Debit Note Vs Credit Note
Purpose: A debit note is used to
inform a customer of an increase in the amount they owe the issuer, while a
credit note is used to inform a customer of a decrease in the amount they owe
the issuer.
1. Issued
by:
Debit notes are issued by the seller, while credit notes are issued by the
buyer.
2. Type
of adjustment: A debit note is used for debiting an amount, while a credit note
is used for crediting an amount.
3. Reason
for issuance:
Debit notes are issued due to an increase in the price of goods or services,
while credit notes are issued due to a decrease in the price of goods or
services, or a return of goods.
4. Affected
on Accounts Receivable: A debit note increases the accounts receivable, while a
credit note decreases the accounts receivable.
5. Affected
on Accounts Payable: A
debit note decreases the accounts payable, while a credit note increases the
accounts payable.
6. Payment: Debit notes result in an
increase in the amount the customer owes the issuer, while credit notes result
in a decrease in the amount the customer owes the issuer.

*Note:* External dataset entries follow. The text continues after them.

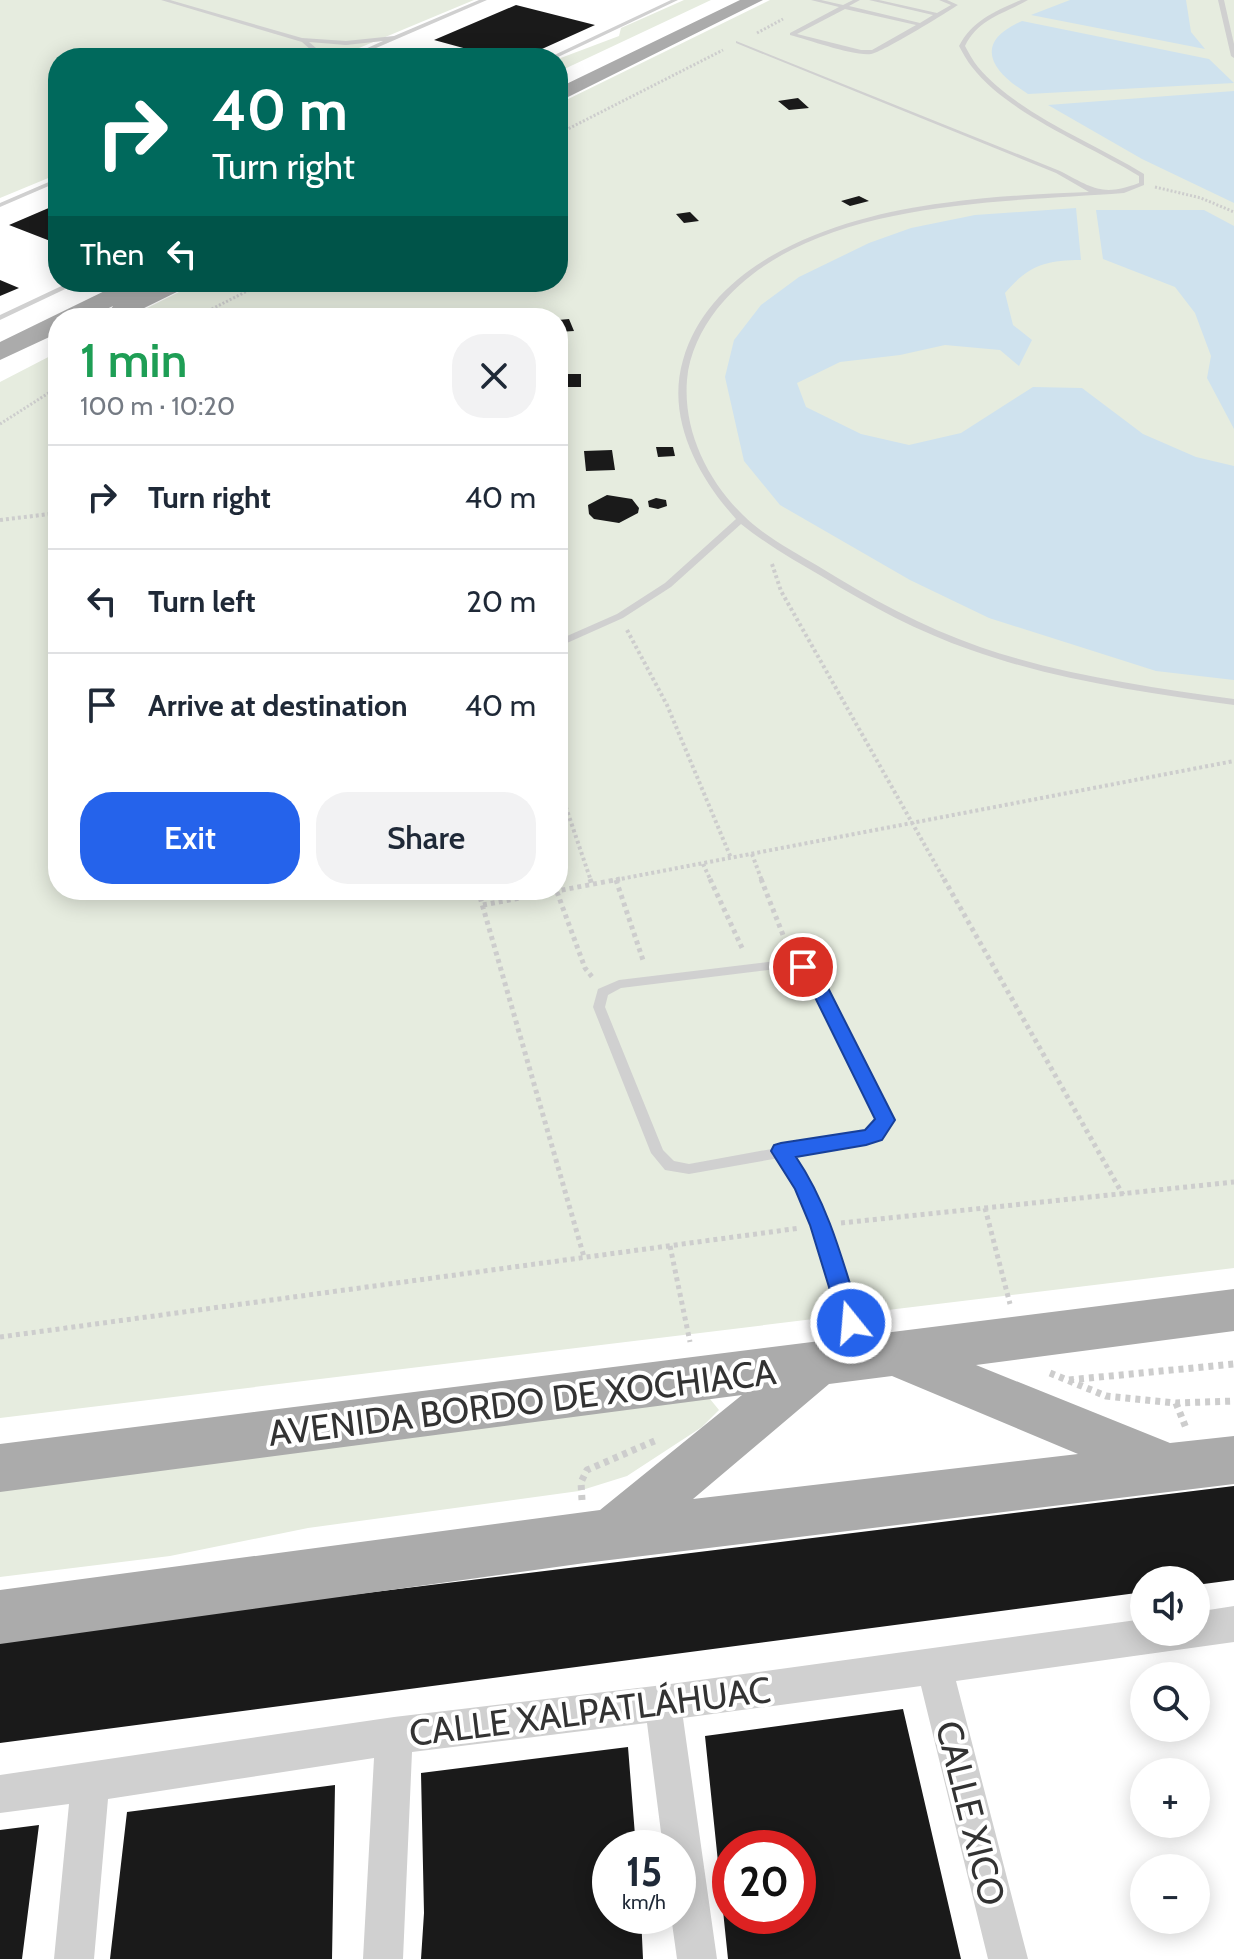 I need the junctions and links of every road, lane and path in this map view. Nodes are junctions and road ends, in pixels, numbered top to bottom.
1 (164, 0) edge
2 (484, 0) edge
3 (675, 0) edge
4 (729, 0) edge
5 (754, 0) edge
6 (816, 0) edge
7 (857, 0) edge
8 (872, 0) edge
9 (942, 0) edge
10 (1025, 0) edge
11 (1221, 0) edge
12 (844, 7) junction
13 (940, 15) junction
14 (922, 25) junction
15 (395, 38) junction
16 (302, 40) junction
17 (738, 42) junction
18 (313, 48) edge
19 (372, 48) edge
20 (568, 50) edge
21 (1234, 56) edge
22 (568, 77) edge
23 (568, 91) edge
24 (568, 129) edge
25 (48, 184) edge
26 (1142, 184) junction
27 (1096, 193) junction
28 (0, 205) edge
29 (1234, 212) edge
30 (55, 292) edge
31 (121, 292) edge
32 (158, 292) edge
33 (245, 292) edge
34 (89, 308) edge
35 (125, 308) edge
36 (214, 308) edge
37 (0, 318) edge
38 (48, 328) edge
39 (48, 346) edge
40 (0, 352) edge
41 (0, 369) edge
42 (48, 393) edge
43 (0, 424) edge
44 (48, 514) edge
45 (741, 519) junction
46 (0, 520) edge
47 (765, 536) junction
48 (620, 616) junction
49 (568, 639) edge
50 (1234, 702) edge
51 (1234, 761) edge
52 (568, 814) edge
53 (912, 824) junction
54 (752, 854) junction
55 (731, 858) junction
56 (703, 864) junction
57 (616, 880) junction
58 (592, 885) junction
59 (568, 889) edge
60 (481, 900) edge
61 (509, 900) edge
62 (560, 900) edge
63 (483, 905) junction
64 (794, 964) junction
65 (752, 968) junction
66 (650, 981) junction
67 (602, 992) junction
68 (781, 1151) junction
69 (1234, 1182) edge
70 (1123, 1195) junction
71 (821, 1225) junction
72 (584, 1257) junction
73 (1234, 1310) edge
74 (851, 1323) junction
75 (0, 1337) edge
76 (894, 1354) junction
77 (1234, 1364) edge
78 (816, 1365) junction
79 (1068, 1380) dead end
80 (1106, 1396) dead end
81 (1234, 1401) edge
82 (1234, 1460) edge
83 (0, 1468) edge
84 (1174, 1469) junction
85 (611, 1534) junction
86 (0, 1617) edge
87 (1234, 1624) edge
88 (1210, 1628) edge
89 (1130, 1639) edge
90 (934, 1667) junction
91 (663, 1703) junction
92 (394, 1736) junction
93 (90, 1783) junction
94 (0, 1794) edge
95 (74, 1959) edge
96 (383, 1959) edge
97 (697, 1959) edge
98 (1008, 1959) edge

1 - 16 lane
2 - 15 lane
3 - 20 lane
4 - 22 main road
5 - 23 main road
6 - 12 lane
6 - 17 path
7 - 12 lane
8 - 13 lane
9 - 13 lane
10 - 26 lane
11 - 21 lane
12 - 14 lane
12 - 14 lane
13 - 14 lane
15 - 16 lane
15 - 19 lane
16 - 18 lane
17 - 24 path
17 - 27 lane
25 - 28 lane
26 - 27 lane
26 - 29 path
27 - 45 lane
30 - 37 lane
31 - 34 main road
32 - 35 main road
33 - 36 path
38 - 40 main road
39 - 41 main road
42 - 43 path
44 - 46 path
45 - 47 lane
45 - 48 lane
47 - 50 lane
47 - 53 path
48 - 49 lane
48 - 55 path
51 - 53 path
52 - 58 path
53 - 54 path
53 - 70 path
54 - 55 path
54 - 64 path
55 - 56 path
56 - 57 path
56 - 65 path
57 - 58 path
57 - 66 path
58 - 59 path
60 - 63 path
61 - 63 path
62 - 67 path
63 - 72 path
64 - 65 lane
64 - 68 lane
65 - 66 lane
66 - 67 lane
67 - 68 lane
68 - 71 lane
69 - 70 path
70 - 71 path
71 - 72 path
71 - 74 lane
72 - 75 path
73 - 76 main road, AVENIDA BORDO DE XOCHIACA
74 - 76 lane
74 - 78 lane
76 - 78 main road, AVENIDA BORDO DE XOCHIACA
76 - 84 main road
77 - 79 path
78 - 83 main road, AVENIDA BORDO DE XOCHIACA
78 - 85 main road
80 - 81 path
82 - 84 main road
84 - 85 main road
85 - 86 main road
87 - 88 street
89 - 90 street, CALLE XALPATLÁHUAC
90 - 91 street, CALLE XALPATLÁHUAC
90 - 98 street, CALLE XICO
91 - 92 street, CALLE XALPATLÁHUAC
91 - 97 street
92 - 93 street, CALLE XALPATLÁHUAC
92 - 96 street
93 - 94 street, CALLE XALPATLÁHUAC
93 - 95 street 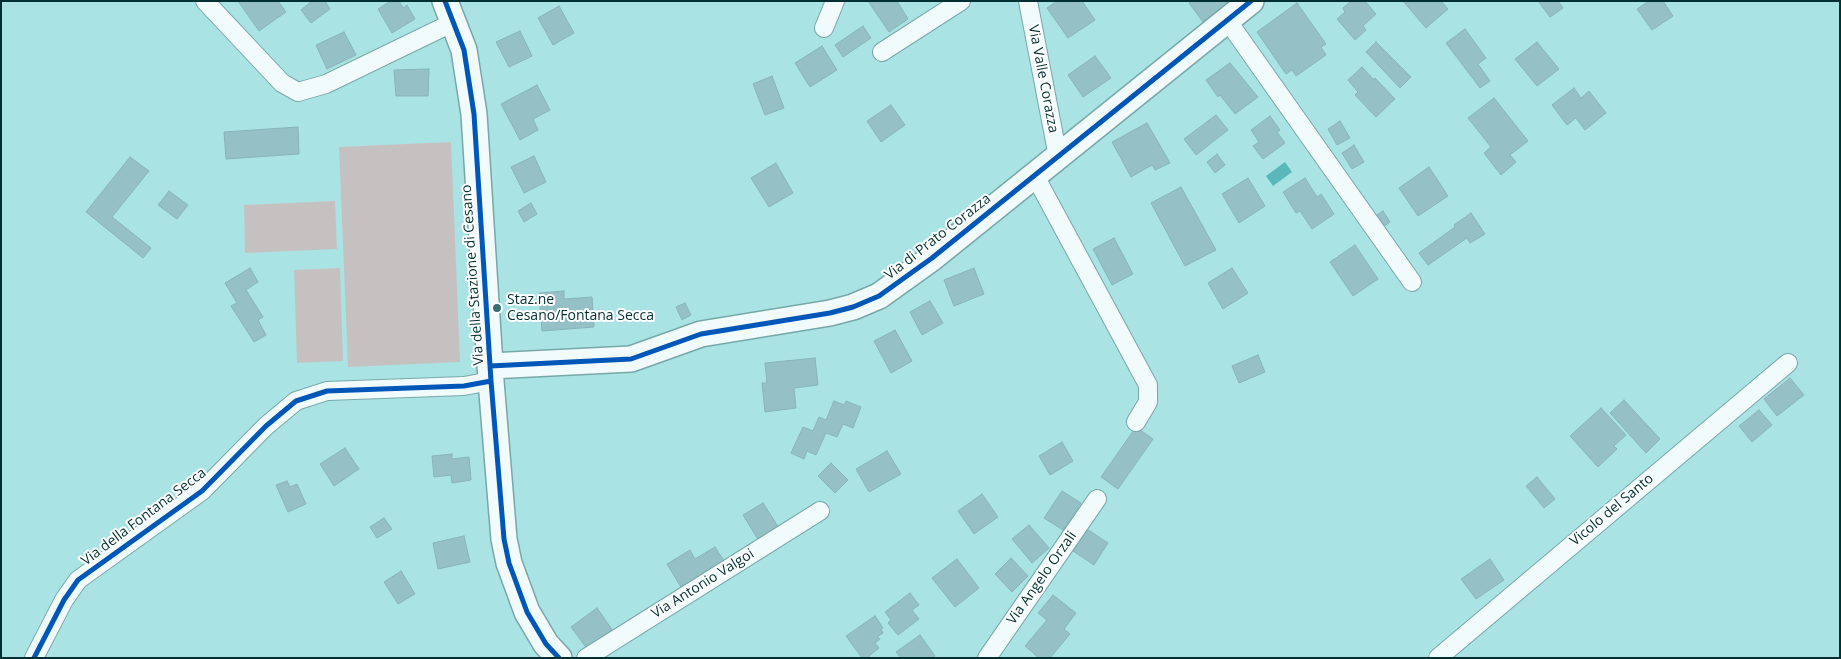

7. Recording: Debit notes are recorded
as a debit in the books of the issuer, while credit notes are recorded as a
credit in the books of the issuer.
8. Usage: Debit notes are used to
correct over-billing or under-billing, while credit notes are used to correct
over-payment or under-payment.
9. Legal
Status:
Debit notes and credit notes are not legally binding documents, but they serve
as evidence of the adjustment made to the original invoice.
Here
are a few examples of when a debit note or credit note may be used:
1. Debit
Note Example: A
customer orders 100 units of a product at $10 per unit. After delivery, the
customer finds that only 90 units were delivered. The seller then issues a
debit note to the customer for the 10 units that were not delivered, increasing
the amount the customer owes the seller by $100.
2. Credit
Note Example: A
customer returns 20 units of a product due to a manufacturing defect. The
seller issues a credit note to the customer, decreasing the amount the customer
owes the seller by $200, which was the original price of the 20 units.
3. Debit
Note Example: A
customer orders 100 units of a product at $10 per unit. After delivery, the
seller realizes that the price for the product has increased to $12 per unit.
The seller then issues a debit note to the customer for the increase in price,
increasing the amount the customer owes the seller by $200.
4. Credit
Note Example: A
customer overpays an invoice by $50. The seller issues a credit note to the
customer, decreasing the amount the customer owes the seller by $50.